El riesgo de esta mirada parcial es que acaba por deslindar a los verdaderos responsables. La gentrificación no se origina en la migración, sino en la falta de política pública: no hay estrategia de vivienda social, ni control urbano eficiente; tampoco existe un sistema de transporte público digno o servicios básicos garantizados. A eso se suma la falta de mecanismos fiscales y recaudatorios inteligentes —como impuestos diferenciados o reglas migratorias específicas para nómadas digitales— que podrían atender el fenómeno con más precisión, no con reacción y sensacionalismo.
Los nómadas digitales no son quienes aprueban desarrollos inmobiliarios en zonas saturadas, ni quienes abandonaron por completo una política de vivienda asequible. Tampoco son responsables del deterioro del transporte colectivo ni de la falta de planificación urbana. El fondo del asunto es un modelo de ciudad que ha apostado por el mercado sin regulación, por la expansión sin límites y por una movilidad basada en el automóvil, que ignora la conectividad real entre las distintas zonas de la ciudad. Una ciudad que dejó su desarrollo al azar y que tuvo como resultado una desigualdad rampante.
¿Dónde están las viviendas protegidas para sectores medios y populares? ¿Cómo puede una metrópoli de más de 20 millones de personas carecer de una estrategia integral de movilidad, de una visión territorial que ofrezca opciones habitacionales más allá de unas cuantas colonias que se han vuelto símbolo aspiracional?
Estas preguntas se pierden cuando el debate se concentra en el extranjero que toma café o pide sus quesadillas en inglés, pero no en por qué las familias mexicanas no pueden vivir cerca de donde trabajan, o por qué los desarrollos se concentran siempre en los mismos corredores. En lugar de hablar de planificación urbana, hablamos de nuestros más hondos prejuicios. En lugar de hablar de desigualdad estructural, nos enfocamos en la superficie de la gentrificación.
Culpar al migrante extranjero es una salida fácil. Genera titulares, moviliza el descontento y distrae de las omisiones institucionales. Pero también invisibiliza a quienes llevan años desplazados sin que nadie los nombre: personas que han tenido que dejar sus barrios de origen no por un brunch caro, sino por la falta de opciones, transporte o servicios; personas que viven incluso fuera de la ciudad, pero que trabajan en la Juárez.
Hablar en serio del fenómeno implica cambiar el eje del debate: no son los gringos, es la política urbana.

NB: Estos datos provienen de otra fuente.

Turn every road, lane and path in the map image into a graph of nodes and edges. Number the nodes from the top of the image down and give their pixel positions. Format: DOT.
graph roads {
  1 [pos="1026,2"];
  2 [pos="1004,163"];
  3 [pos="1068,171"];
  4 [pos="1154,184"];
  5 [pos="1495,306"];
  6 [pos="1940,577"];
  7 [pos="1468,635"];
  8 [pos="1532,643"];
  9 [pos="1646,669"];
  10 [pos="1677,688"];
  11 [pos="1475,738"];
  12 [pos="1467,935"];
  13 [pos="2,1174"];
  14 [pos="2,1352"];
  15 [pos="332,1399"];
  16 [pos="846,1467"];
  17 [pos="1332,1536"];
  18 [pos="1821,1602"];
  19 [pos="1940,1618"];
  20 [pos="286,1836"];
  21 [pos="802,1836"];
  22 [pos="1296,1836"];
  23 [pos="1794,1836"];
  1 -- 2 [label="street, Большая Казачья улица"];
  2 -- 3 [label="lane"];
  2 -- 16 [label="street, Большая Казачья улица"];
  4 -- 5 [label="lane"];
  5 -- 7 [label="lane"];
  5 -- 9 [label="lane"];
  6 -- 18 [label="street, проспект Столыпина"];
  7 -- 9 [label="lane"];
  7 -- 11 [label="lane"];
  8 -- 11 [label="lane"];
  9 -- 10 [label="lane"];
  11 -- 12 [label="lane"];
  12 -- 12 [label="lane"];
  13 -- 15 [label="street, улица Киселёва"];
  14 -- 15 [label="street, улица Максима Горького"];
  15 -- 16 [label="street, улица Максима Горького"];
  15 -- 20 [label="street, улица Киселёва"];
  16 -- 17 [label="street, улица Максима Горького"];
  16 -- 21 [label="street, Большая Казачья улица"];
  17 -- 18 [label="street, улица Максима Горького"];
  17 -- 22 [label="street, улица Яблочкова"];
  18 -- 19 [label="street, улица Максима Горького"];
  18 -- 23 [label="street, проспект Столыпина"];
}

El verdadero reto está en construir una ciudad habitable para todos, no sólo para quienes pueden pagarla. Eso significa regular el mercado del suelo; garantizar vivienda digna; diversificar los polos habitacionales y comerciales y, recuperar el espacio público. También implica exigir rendición de cuentas a quienes han convertido la ciudad en un terreno para la especulación.

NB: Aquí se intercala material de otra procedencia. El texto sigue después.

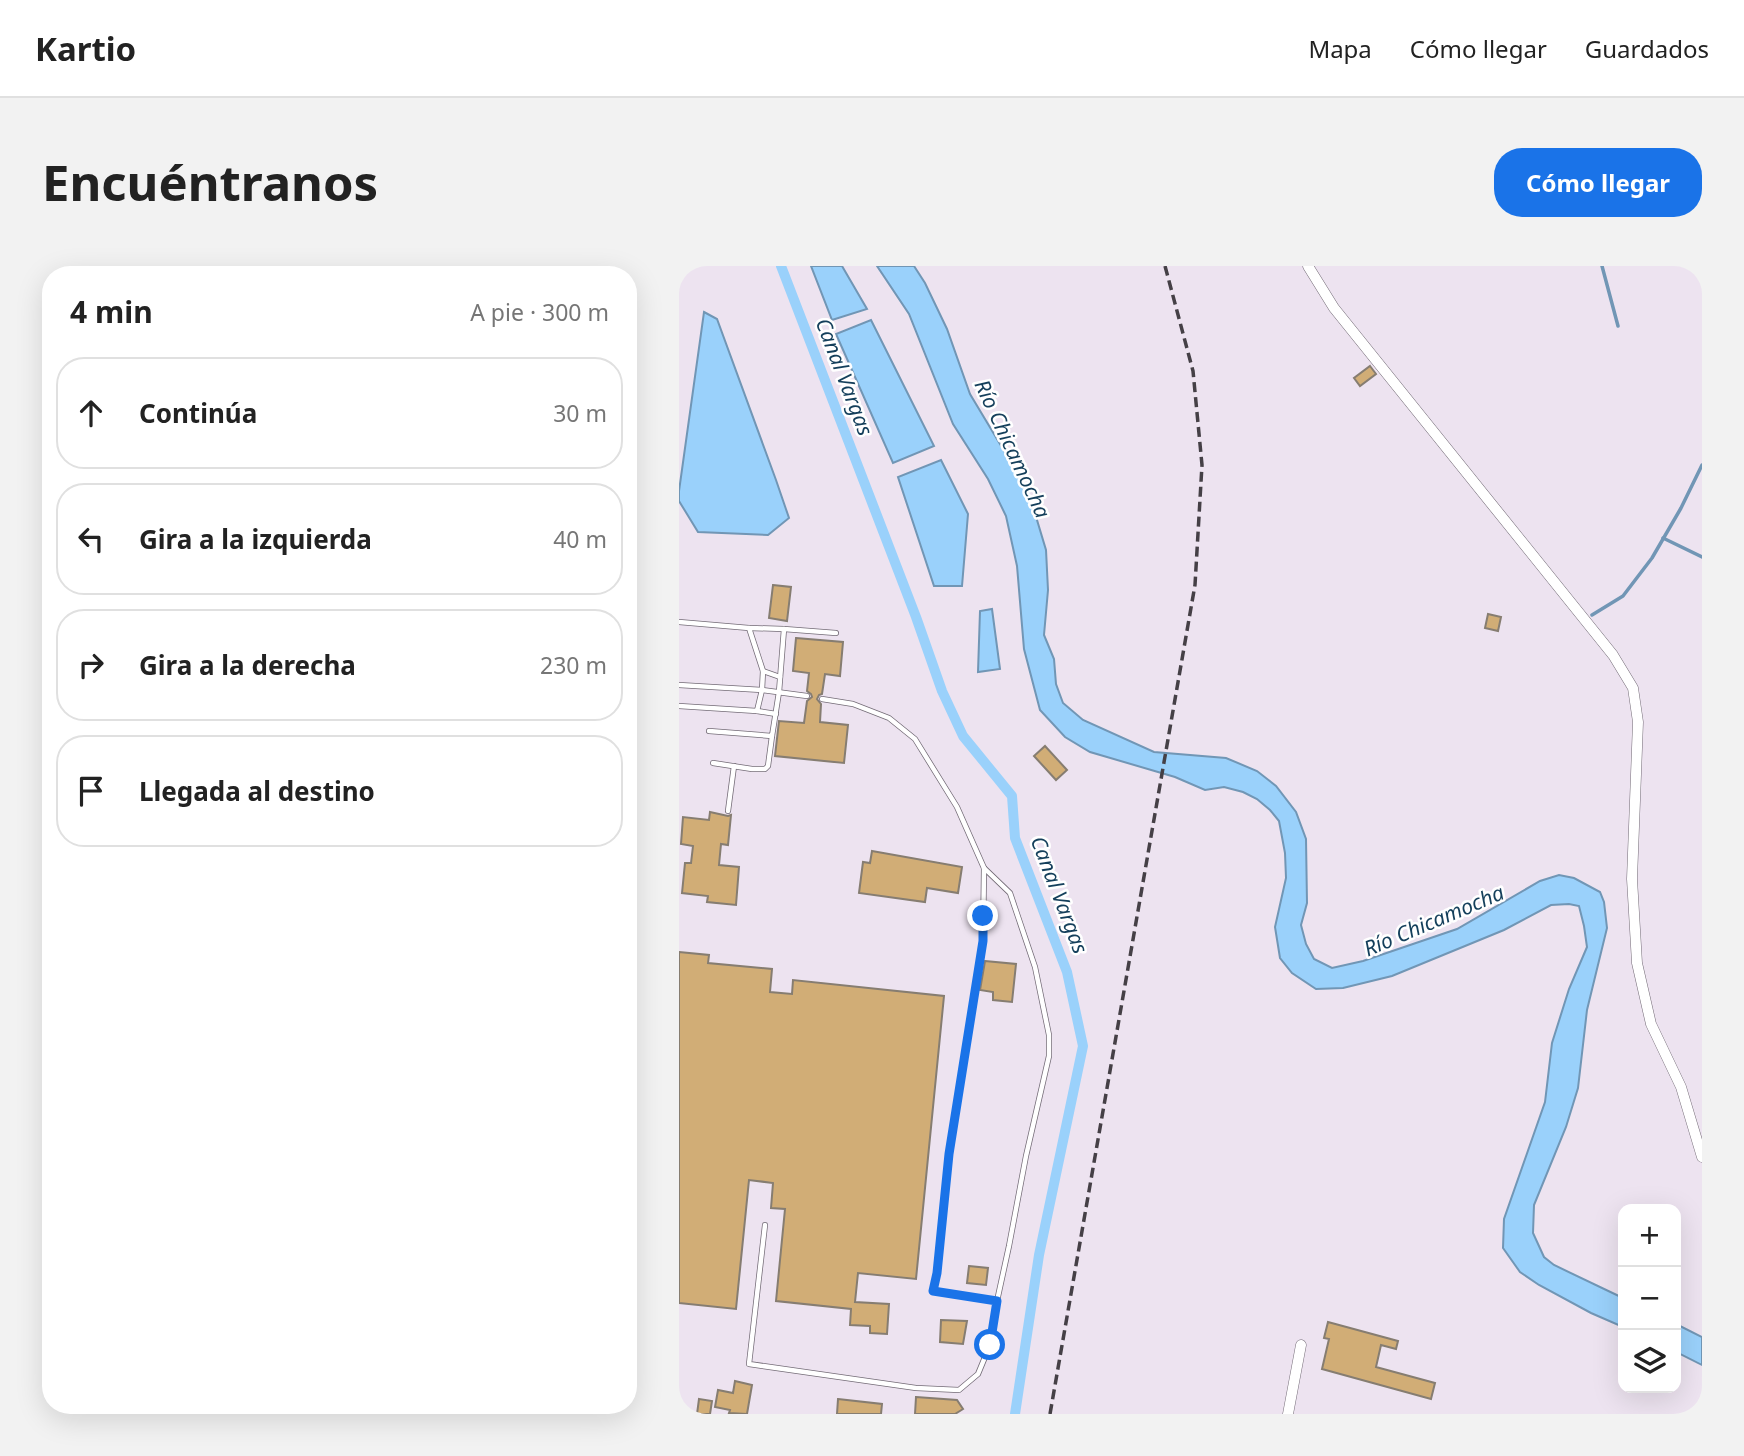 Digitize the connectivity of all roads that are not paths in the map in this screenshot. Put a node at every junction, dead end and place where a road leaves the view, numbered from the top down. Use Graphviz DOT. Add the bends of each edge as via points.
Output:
graph roads {
  1 [pos="1308,266"];
  2 [pos="679,622"];
  3 [pos="749,628"];
  4 [pos="783,629"];
  5 [pos="836,633"];
  6 [pos="763,671"];
  7 [pos="780,677"];
  8 [pos="679,685"];
  9 [pos="762,690"];
  10 [pos="779,692"];
  11 [pos="807,696"];
  12 [pos="822,699"];
  13 [pos="679,706"];
  14 [pos="757,711"];
  15 [pos="776,714"];
  16 [pos="709,731"];
  17 [pos="772,736"];
  18 [pos="713,763"];
  19 [pos="734,766"];
  20 [pos="728,811"];
  21 [pos="984,868"];
  22 [pos="1702,1157"];
  23 [pos="765,1225"];
  24 [pos="997,1301"];
  25 [pos="1301,1345"];
  26 [pos="1288,1414"];
  1 -- 22 [label="street" via="1334,308 1613,655 1633,688 1638,722 1632,879 1637,963 1651,1024 1681,1087"];
  2 -- 3 [label="lane"];
  3 -- 4 [label="lane"];
  3 -- 6 [label="lane"];
  4 -- 5 [label="lane"];
  4 -- 7 [label="lane"];
  6 -- 7 [label="lane"];
  6 -- 9 [label="lane"];
  7 -- 10 [label="lane"];
  8 -- 9 [label="lane"];
  9 -- 10 [label="lane"];
  9 -- 14 [label="lane"];
  10 -- 11 [label="lane"];
  10 -- 15 [label="lane"];
  12 -- 21 [label="lane" via="853,704 889,718 915,739 957,807"];
  13 -- 14 [label="lane"];
  14 -- 15 [label="lane"];
  15 -- 17 [label="lane"];
  16 -- 17 [label="lane"];
  17 -- 19 [label="lane" via="765,769"];
  18 -- 19 [label="lane"];
  19 -- 20 [label="lane"];
  21 -- 24 [label="lane" via="1010,893 1035,967 1049,1035 1049,1056"];
  21 -- 24 [label="lane" via="983,941 949,1154 933,1291"];
  23 -- 24 [label="lane" via="749,1364 959,1390 978,1374 990,1345"];
  25 -- 26 [label="street"];
}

Sí, la gentrificación existe y produce consecuencias negativas. Pero no la produce el extranjero ni la tecnología: la produce una omisión institucional que ha durado décadas. Mientras sigamos culpando al que llega, seguiremos sin resolver por qué tantos se tienen que ir. La discusión no es si se escucha demasiado inglés en las calles. Es por qué vivir en ciertas zonas de la ciudad se volvió un privilegio, y por qué trasladarse desde la periferia consume cada vez más horas de vida. Eso no se resuelve con tuits y destrozos a Starbucks. Se resuelve con política urbana. Hoy, esa política es, simplemente, deficiente.